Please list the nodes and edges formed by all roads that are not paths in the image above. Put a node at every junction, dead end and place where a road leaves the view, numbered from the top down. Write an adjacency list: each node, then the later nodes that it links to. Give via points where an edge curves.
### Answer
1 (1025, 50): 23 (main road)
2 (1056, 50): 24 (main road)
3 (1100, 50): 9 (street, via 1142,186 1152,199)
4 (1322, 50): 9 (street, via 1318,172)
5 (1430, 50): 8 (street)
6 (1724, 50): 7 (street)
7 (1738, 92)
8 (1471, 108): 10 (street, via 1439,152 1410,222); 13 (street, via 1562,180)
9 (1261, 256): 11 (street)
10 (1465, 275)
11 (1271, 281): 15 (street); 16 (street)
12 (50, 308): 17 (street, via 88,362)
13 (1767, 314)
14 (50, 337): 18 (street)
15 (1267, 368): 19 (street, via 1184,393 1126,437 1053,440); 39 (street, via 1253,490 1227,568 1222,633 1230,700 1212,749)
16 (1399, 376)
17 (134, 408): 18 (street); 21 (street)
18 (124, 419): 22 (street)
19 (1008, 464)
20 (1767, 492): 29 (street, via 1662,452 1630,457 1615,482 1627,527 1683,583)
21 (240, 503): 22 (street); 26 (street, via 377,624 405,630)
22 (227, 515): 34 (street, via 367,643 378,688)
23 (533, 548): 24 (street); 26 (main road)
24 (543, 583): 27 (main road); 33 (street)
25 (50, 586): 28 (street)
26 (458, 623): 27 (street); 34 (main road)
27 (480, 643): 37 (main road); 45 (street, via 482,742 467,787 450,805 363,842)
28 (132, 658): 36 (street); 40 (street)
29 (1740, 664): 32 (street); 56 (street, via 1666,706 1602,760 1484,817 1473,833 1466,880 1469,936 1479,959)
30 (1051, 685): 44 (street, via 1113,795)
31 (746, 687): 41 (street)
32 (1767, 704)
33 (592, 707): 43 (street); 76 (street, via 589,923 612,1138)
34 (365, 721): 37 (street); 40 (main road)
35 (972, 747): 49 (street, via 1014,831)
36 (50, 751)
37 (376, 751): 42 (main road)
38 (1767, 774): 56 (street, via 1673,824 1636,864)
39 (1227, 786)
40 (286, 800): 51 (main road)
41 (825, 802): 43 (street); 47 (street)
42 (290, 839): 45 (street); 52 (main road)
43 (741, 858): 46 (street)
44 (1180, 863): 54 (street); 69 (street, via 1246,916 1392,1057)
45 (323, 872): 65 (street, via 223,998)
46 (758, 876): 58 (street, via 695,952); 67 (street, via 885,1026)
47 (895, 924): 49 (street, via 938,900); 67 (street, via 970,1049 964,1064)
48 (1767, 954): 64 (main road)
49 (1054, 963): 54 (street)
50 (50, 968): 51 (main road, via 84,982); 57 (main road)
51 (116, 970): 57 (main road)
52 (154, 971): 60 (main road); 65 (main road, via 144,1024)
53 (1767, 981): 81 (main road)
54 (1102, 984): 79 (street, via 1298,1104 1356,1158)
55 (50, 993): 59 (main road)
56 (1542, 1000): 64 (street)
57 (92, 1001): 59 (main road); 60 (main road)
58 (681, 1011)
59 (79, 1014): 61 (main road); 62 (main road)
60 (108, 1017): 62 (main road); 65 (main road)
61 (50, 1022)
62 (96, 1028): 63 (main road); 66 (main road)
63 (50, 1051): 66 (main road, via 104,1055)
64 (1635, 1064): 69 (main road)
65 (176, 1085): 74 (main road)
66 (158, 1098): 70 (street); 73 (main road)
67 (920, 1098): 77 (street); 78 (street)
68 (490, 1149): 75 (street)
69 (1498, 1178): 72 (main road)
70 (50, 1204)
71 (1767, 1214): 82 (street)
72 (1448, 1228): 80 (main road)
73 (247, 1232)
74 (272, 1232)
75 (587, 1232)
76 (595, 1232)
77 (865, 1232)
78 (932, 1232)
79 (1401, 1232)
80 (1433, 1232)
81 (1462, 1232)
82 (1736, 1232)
----------
◆ Task prompt ◆
Please output the listing in full, exactly as it was given above.

◆ Written reply ◆
Please list the nodes and edges formed by all roads that are not paths in the image above. Put a node at every junction, dead end and place where a road leaves the view, numbered from the top down. Write an adjacency list: each node, then the later nodes that it links to. Give via points where an edge curves.
### Answer
1 (1025, 50): 23 (main road)
2 (1056, 50): 24 (main road)
3 (1100, 50): 9 (street, via 1142,186 1152,199)
4 (1322, 50): 9 (street, via 1318,172)
5 (1430, 50): 8 (street)
6 (1724, 50): 7 (street)
7 (1738, 92)
8 (1471, 108): 10 (street, via 1439,152 1410,222); 13 (street, via 1562,180)
9 (1261, 256): 11 (street)
10 (1465, 275)
11 (1271, 281): 15 (street); 16 (street)
12 (50, 308): 17 (street, via 88,362)
13 (1767, 314)
14 (50, 337): 18 (street)
15 (1267, 368): 19 (street, via 1184,393 1126,437 1053,440); 39 (street, via 1253,490 1227,568 1222,633 1230,700 1212,749)
16 (1399, 376)
17 (134, 408): 18 (street); 21 (street)
18 (124, 419): 22 (street)
19 (1008, 464)
20 (1767, 492): 29 (street, via 1662,452 1630,457 1615,482 1627,527 1683,583)
21 (240, 503): 22 (street); 26 (street, via 377,624 405,630)
22 (227, 515): 34 (street, via 367,643 378,688)
23 (533, 548): 24 (street); 26 (main road)
24 (543, 583): 27 (main road); 33 (street)
25 (50, 586): 28 (street)
26 (458, 623): 27 (street); 34 (main road)
27 (480, 643): 37 (main road); 45 (street, via 482,742 467,787 450,805 363,842)
28 (132, 658): 36 (street); 40 (street)
29 (1740, 664): 32 (street); 56 (street, via 1666,706 1602,760 1484,817 1473,833 1466,880 1469,936 1479,959)
30 (1051, 685): 44 (street, via 1113,795)
31 (746, 687): 41 (street)
32 (1767, 704)
33 (592, 707): 43 (street); 76 (street, via 589,923 612,1138)
34 (365, 721): 37 (street); 40 (main road)
35 (972, 747): 49 (street, via 1014,831)
36 (50, 751)
37 (376, 751): 42 (main road)
38 (1767, 774): 56 (street, via 1673,824 1636,864)
39 (1227, 786)
40 (286, 800): 51 (main road)
41 (825, 802): 43 (street); 47 (street)
42 (290, 839): 45 (street); 52 (main road)
43 (741, 858): 46 (street)
44 (1180, 863): 54 (street); 69 (street, via 1246,916 1392,1057)
45 (323, 872): 65 (street, via 223,998)
46 (758, 876): 58 (street, via 695,952); 67 (street, via 885,1026)
47 (895, 924): 49 (street, via 938,900); 67 (street, via 970,1049 964,1064)
48 (1767, 954): 64 (main road)
49 (1054, 963): 54 (street)
50 (50, 968): 51 (main road, via 84,982); 57 (main road)
51 (116, 970): 57 (main road)
52 (154, 971): 60 (main road); 65 (main road, via 144,1024)
53 (1767, 981): 81 (main road)
54 (1102, 984): 79 (street, via 1298,1104 1356,1158)
55 (50, 993): 59 (main road)
56 (1542, 1000): 64 (street)
57 (92, 1001): 59 (main road); 60 (main road)
58 (681, 1011)
59 (79, 1014): 61 (main road); 62 (main road)
60 (108, 1017): 62 (main road); 65 (main road)
61 (50, 1022)
62 (96, 1028): 63 (main road); 66 (main road)
63 (50, 1051): 66 (main road, via 104,1055)
64 (1635, 1064): 69 (main road)
65 (176, 1085): 74 (main road)
66 (158, 1098): 70 (street); 73 (main road)
67 (920, 1098): 77 (street); 78 (street)
68 (490, 1149): 75 (street)
69 (1498, 1178): 72 (main road)
70 (50, 1204)
71 (1767, 1214): 82 (street)
72 (1448, 1228): 80 (main road)
73 (247, 1232)
74 (272, 1232)
75 (587, 1232)
76 (595, 1232)
77 (865, 1232)
78 (932, 1232)
79 (1401, 1232)
80 (1433, 1232)
81 (1462, 1232)
82 (1736, 1232)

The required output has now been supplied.